- _WHAT TO DO_
Nothing but an exact copy of the data should be output.
======== TASK INPUTS ========
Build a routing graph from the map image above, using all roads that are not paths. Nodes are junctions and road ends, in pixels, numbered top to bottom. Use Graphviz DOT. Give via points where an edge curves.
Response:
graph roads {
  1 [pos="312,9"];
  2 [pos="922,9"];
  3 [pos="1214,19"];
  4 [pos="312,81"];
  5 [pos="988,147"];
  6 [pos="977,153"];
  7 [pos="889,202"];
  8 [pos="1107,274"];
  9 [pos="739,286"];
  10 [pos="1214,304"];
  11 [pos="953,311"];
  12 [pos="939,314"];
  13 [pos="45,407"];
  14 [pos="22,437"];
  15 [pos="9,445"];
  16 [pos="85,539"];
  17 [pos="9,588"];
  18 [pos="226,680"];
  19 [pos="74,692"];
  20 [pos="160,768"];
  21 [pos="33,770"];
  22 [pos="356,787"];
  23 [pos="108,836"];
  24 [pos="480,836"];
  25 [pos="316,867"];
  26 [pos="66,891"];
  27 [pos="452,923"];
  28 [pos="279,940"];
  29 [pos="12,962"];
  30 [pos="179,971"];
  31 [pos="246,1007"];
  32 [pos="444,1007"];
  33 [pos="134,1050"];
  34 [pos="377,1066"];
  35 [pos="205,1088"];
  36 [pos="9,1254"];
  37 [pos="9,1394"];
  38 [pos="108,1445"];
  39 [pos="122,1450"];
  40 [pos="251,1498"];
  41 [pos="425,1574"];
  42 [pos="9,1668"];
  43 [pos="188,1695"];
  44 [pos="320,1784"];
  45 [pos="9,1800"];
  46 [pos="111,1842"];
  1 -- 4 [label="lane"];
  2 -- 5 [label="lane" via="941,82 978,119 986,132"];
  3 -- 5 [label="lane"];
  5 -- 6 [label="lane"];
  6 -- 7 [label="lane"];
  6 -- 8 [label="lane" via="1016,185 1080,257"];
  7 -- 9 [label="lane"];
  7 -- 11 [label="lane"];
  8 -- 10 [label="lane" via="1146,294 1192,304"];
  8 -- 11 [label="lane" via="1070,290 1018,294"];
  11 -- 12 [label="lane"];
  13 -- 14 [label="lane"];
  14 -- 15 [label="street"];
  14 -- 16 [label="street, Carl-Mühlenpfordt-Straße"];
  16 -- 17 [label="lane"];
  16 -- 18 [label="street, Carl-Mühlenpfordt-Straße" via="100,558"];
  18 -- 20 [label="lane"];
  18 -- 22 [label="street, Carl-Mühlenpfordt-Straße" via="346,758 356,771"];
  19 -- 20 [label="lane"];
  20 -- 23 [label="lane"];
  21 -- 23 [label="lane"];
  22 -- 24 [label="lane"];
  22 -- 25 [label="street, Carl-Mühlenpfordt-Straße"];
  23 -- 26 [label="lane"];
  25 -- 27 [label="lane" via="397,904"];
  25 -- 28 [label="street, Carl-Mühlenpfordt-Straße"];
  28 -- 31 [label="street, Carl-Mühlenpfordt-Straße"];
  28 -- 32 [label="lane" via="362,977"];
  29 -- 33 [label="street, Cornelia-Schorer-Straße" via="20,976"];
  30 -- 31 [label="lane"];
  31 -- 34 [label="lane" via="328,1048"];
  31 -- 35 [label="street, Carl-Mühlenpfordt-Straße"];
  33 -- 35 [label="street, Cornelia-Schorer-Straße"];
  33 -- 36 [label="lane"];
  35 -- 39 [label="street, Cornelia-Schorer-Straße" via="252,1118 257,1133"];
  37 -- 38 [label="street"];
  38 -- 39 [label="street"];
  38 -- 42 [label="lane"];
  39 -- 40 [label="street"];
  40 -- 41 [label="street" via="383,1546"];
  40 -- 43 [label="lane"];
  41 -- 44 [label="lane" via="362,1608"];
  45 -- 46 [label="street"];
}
========
- _TASK RESPONSE_
Build a routing graph from the map image above, using all roads that are not paths. Nodes are junctions and road ends, in pixels, numbered top to bottom. Use Graphviz DOT. Give via points where an edge curves.
Response:
graph roads {
  1 [pos="312,9"];
  2 [pos="922,9"];
  3 [pos="1214,19"];
  4 [pos="312,81"];
  5 [pos="988,147"];
  6 [pos="977,153"];
  7 [pos="889,202"];
  8 [pos="1107,274"];
  9 [pos="739,286"];
  10 [pos="1214,304"];
  11 [pos="953,311"];
  12 [pos="939,314"];
  13 [pos="45,407"];
  14 [pos="22,437"];
  15 [pos="9,445"];
  16 [pos="85,539"];
  17 [pos="9,588"];
  18 [pos="226,680"];
  19 [pos="74,692"];
  20 [pos="160,768"];
  21 [pos="33,770"];
  22 [pos="356,787"];
  23 [pos="108,836"];
  24 [pos="480,836"];
  25 [pos="316,867"];
  26 [pos="66,891"];
  27 [pos="452,923"];
  28 [pos="279,940"];
  29 [pos="12,962"];
  30 [pos="179,971"];
  31 [pos="246,1007"];
  32 [pos="444,1007"];
  33 [pos="134,1050"];
  34 [pos="377,1066"];
  35 [pos="205,1088"];
  36 [pos="9,1254"];
  37 [pos="9,1394"];
  38 [pos="108,1445"];
  39 [pos="122,1450"];
  40 [pos="251,1498"];
  41 [pos="425,1574"];
  42 [pos="9,1668"];
  43 [pos="188,1695"];
  44 [pos="320,1784"];
  45 [pos="9,1800"];
  46 [pos="111,1842"];
  1 -- 4 [label="lane"];
  2 -- 5 [label="lane" via="941,82 978,119 986,132"];
  3 -- 5 [label="lane"];
  5 -- 6 [label="lane"];
  6 -- 7 [label="lane"];
  6 -- 8 [label="lane" via="1016,185 1080,257"];
  7 -- 9 [label="lane"];
  7 -- 11 [label="lane"];
  8 -- 10 [label="lane" via="1146,294 1192,304"];
  8 -- 11 [label="lane" via="1070,290 1018,294"];
  11 -- 12 [label="lane"];
  13 -- 14 [label="lane"];
  14 -- 15 [label="street"];
  14 -- 16 [label="street, Carl-Mühlenpfordt-Straße"];
  16 -- 17 [label="lane"];
  16 -- 18 [label="street, Carl-Mühlenpfordt-Straße" via="100,558"];
  18 -- 20 [label="lane"];
  18 -- 22 [label="street, Carl-Mühlenpfordt-Straße" via="346,758 356,771"];
  19 -- 20 [label="lane"];
  20 -- 23 [label="lane"];
  21 -- 23 [label="lane"];
  22 -- 24 [label="lane"];
  22 -- 25 [label="street, Carl-Mühlenpfordt-Straße"];
  23 -- 26 [label="lane"];
  25 -- 27 [label="lane" via="397,904"];
  25 -- 28 [label="street, Carl-Mühlenpfordt-Straße"];
  28 -- 31 [label="street, Carl-Mühlenpfordt-Straße"];
  28 -- 32 [label="lane" via="362,977"];
  29 -- 33 [label="street, Cornelia-Schorer-Straße" via="20,976"];
  30 -- 31 [label="lane"];
  31 -- 34 [label="lane" via="328,1048"];
  31 -- 35 [label="street, Carl-Mühlenpfordt-Straße"];
  33 -- 35 [label="street, Cornelia-Schorer-Straße"];
  33 -- 36 [label="lane"];
  35 -- 39 [label="street, Cornelia-Schorer-Straße" via="252,1118 257,1133"];
  37 -- 38 [label="street"];
  38 -- 39 [label="street"];
  38 -- 42 [label="lane"];
  39 -- 40 [label="street"];
  40 -- 41 [label="street" via="383,1546"];
  40 -- 43 [label="lane"];
  41 -- 44 [label="lane" via="362,1608"];
  45 -- 46 [label="street"];
}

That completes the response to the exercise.